New Internationalist

Remembering Maria del Nevo

Maria del Nevo started her working life as an office worker at the New Internationalist in Oxford in 1984. She then went to Lahore, Pakistan to work for the local church. She lived for two years within a small Christian community in a walled compound housing a cathedral, a school and a hostel for church workers. She found life within the compound restrictive and frustrating – she was not encouraged to mix with the wider Muslim community as it was regarded as unsafe to do so.

Despite such attitudes, she managed to make friends beyond the compound walls and to explore life in Pakistan. A talented writer, she began to share her experiences by contributing short features to New Internationalist magazine.

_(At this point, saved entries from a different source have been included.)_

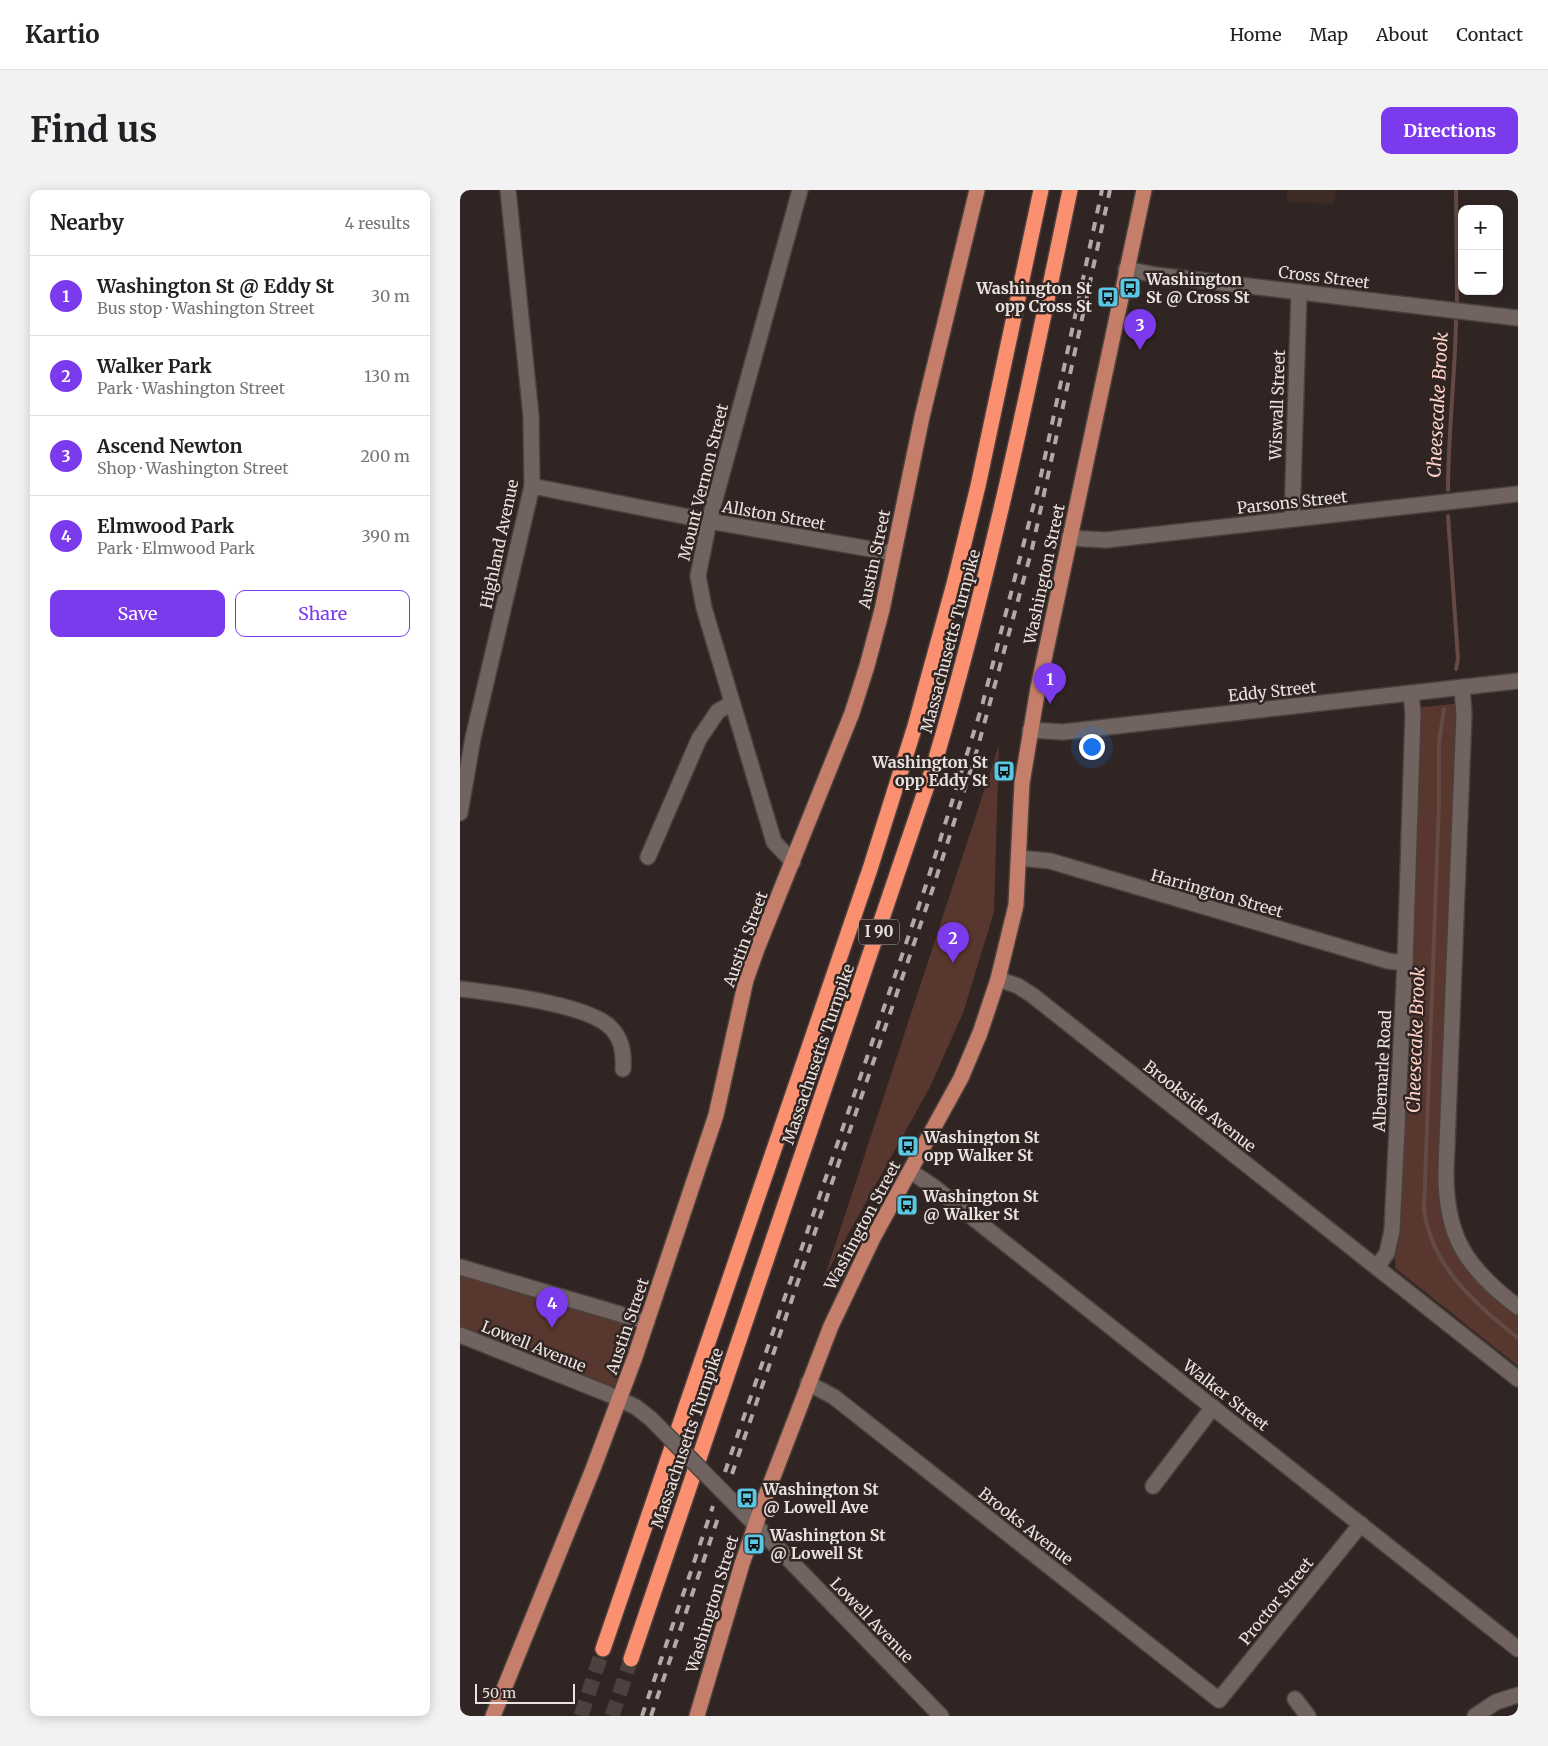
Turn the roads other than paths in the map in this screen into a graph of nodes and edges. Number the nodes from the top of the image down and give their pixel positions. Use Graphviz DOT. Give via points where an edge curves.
graph roads {
  1 [pos="508,190"];
  2 [pos="800,190"];
  3 [pos="977,190"];
  4 [pos="1041,190"];
  5 [pos="1070,190"];
  6 [pos="1144,190"];
  7 [pos="1126,269"];
  8 [pos="1299,292"];
  9 [pos="1518,318"];
  10 [pos="532,486"];
  11 [pos="1518,494"];
  12 [pos="1292,520"];
  13 [pos="709,522"];
  14 [pos="1069,538"];
  15 [pos="893,553"];
  16 [pos="1518,681"];
  17 [pos="1462,687"];
  18 [pos="1411,693"];
  19 [pos="731,704"];
  20 [pos="1030,730"];
  21 [pos="460,812"];
  22 [pos="648,857"];
  23 [pos="1019,858"];
  24 [pos="793,862"];
  25 [pos="1405,963"];
  26 [pos="998,979"];
  27 [pos="460,989"];
  28 [pos="623,1069"];
  29 [pos="910,1171"];
  30 [pos="460,1267"];
  31 [pos="1377,1267"];
  32 [pos="1518,1307"];
  33 [pos="647,1322"];
  34 [pos="460,1335"];
  35 [pos="1518,1379"];
  36 [pos="808,1383"];
  37 [pos="620,1400"];
  38 [pos="1213,1407"];
  39 [pos="1153,1486"];
  40 [pos="1361,1524"];
  41 [pos="756,1525"];
  42 [pos="603,1649"];
  43 [pos="1518,1649"];
  44 [pos="631,1659"];
  45 [pos="1518,1695"];
  46 [pos="1295,1699"];
  47 [pos="1219,1700"];
  48 [pos="493,1716"];
  49 [pos="697,1716"];
  50 [pos="941,1716"];
  51 [pos="1308,1716"];
  52 [pos="1475,1716"];
  1 -- 10 [label="street, Highland Avenue" via="530,416"];
  2 -- 13 [label="street, Mount Vernon Street"];
  3 -- 15 [label="main road, Austin Street" via="926,399"];
  4 -- 42 [label="highway, Massachusetts Turnpike / I 90" via="978,486 915,726"];
  5 -- 44 [label="highway, Massachusetts Turnpike / I 90" via="998,526 937,756"];
  6 -- 7 [label="main road, Washington Street"];
  7 -- 8 [label="street, Cross Street"];
  7 -- 14 [label="main road, Washington Street"];
  8 -- 9 [label="street, Cross Street"];
  8 -- 12 [label="street, Wiswall Street"];
  10 -- 13 [label="street, Allston Street"];
  10 -- 21 [label="street, Highland Avenue" via="473,738"];
  11 -- 12 [label="street, Parsons Street"];
  12 -- 14 [label="street, Parsons Street" via="1100,540"];
  13 -- 15 [label="street, Allston Street"];
  13 -- 19 [label="street, Mount Vernon Street" via="700,559 700,592"];
  14 -- 20 [label="main road, Washington Street"];
  15 -- 24 [label="main road, Austin Street" via="882,610 858,694"];
  16 -- 17 [label="street, Eddy Street"];
  17 -- 18 [label="street, Eddy Street"];
  17 -- 32 [label="street" via="1464,715 1447,1204 1452,1228 1465,1256 1485,1280"];
  18 -- 20 [label="street, Eddy Street" via="1063,732"];
  18 -- 25 [label="street, Albemarle Road"];
  19 -- 22 [label="street" via="718,711 700,739"];
  19 -- 24 [label="street, Mount Vernon Street" via="774,842"];
  20 -- 23 [label="main road, Washington Street" via="1022,791"];
  23 -- 25 [label="street, Harrington Street" via="1050,861 1388,961"];
  23 -- 26 [label="main road, Washington Street" via="1014,913"];
  24 -- 33 [label="main road, Austin Street" via="746,980 716,1115"];
  25 -- 31 [label="street, Albemarle Road" via="1392,1230 1387,1253"];
  26 -- 29 [label="main road, Washington Street" via="964,1073"];
  26 -- 31 [label="street, Brookside Avenue" via="1032,995"];
  27 -- 28 [label="street" via="544,1003 601,1021 610,1027 622,1045"];
  29 -- 36 [label="main road, Washington Street" via="852,1280"];
  29 -- 38 [label="street, Walker Street"];
  30 -- 33 [label="street"];
  31 -- 35 [label="street"];
  33 -- 37 [label="main road, Austin Street"];
  34 -- 37 [label="street, Lowell Avenue"];
  36 -- 41 [label="main road, Washington Street"];
  36 -- 47 [label="street, Brooks Avenue" via="829,1394"];
  37 -- 41 [label="street, Lowell Avenue, bridge" via="651,1419"];
  37 -- 48 [label="main road, Austin Street"];
  38 -- 39 [label="street"];
  38 -- 40 [label="street, Walker Street"];
  40 -- 43 [label="street, Walker Street"];
  40 -- 47 [label="street, Proctor Street"];
  41 -- 49 [label="main road, Washington Street"];
  41 -- 50 [label="street, Lowell Avenue"];
  45 -- 52 [label="street" via="1496,1702"];
  46 -- 51 [label="street"];
}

After a spell back in Britain, she was offered a job as a journalist on the Frontier Post and jumped at the chance of going back to Pakistan. This time she  
lived independently in Lahore and worked on a number of daily newspapers, writing mostly about issues related to women, minorities and rural communities, while also contributing her ‘Letters from Lahore’ to New Internationalist. Some of these pieces formed part of the New Internationalist book ‘Letters from the Edge’ published in 2008.

Returning to London, Maria worked for a national charity for people with disabilities, for the World Association for Christian Communication and then for Hammersmith and Fulham Council before suffering a devastating stroke in April 2007. She remained in hospital undergoing intensive neurological treatment and was unable to communicate normally with her mother Kate and daughter Jasmine.

Maria died on 30 May at the age of just 49. When told of her passing, an old colleague who worked with Maria at New Internationalist said Maria was one of those people he will always remember with a smile.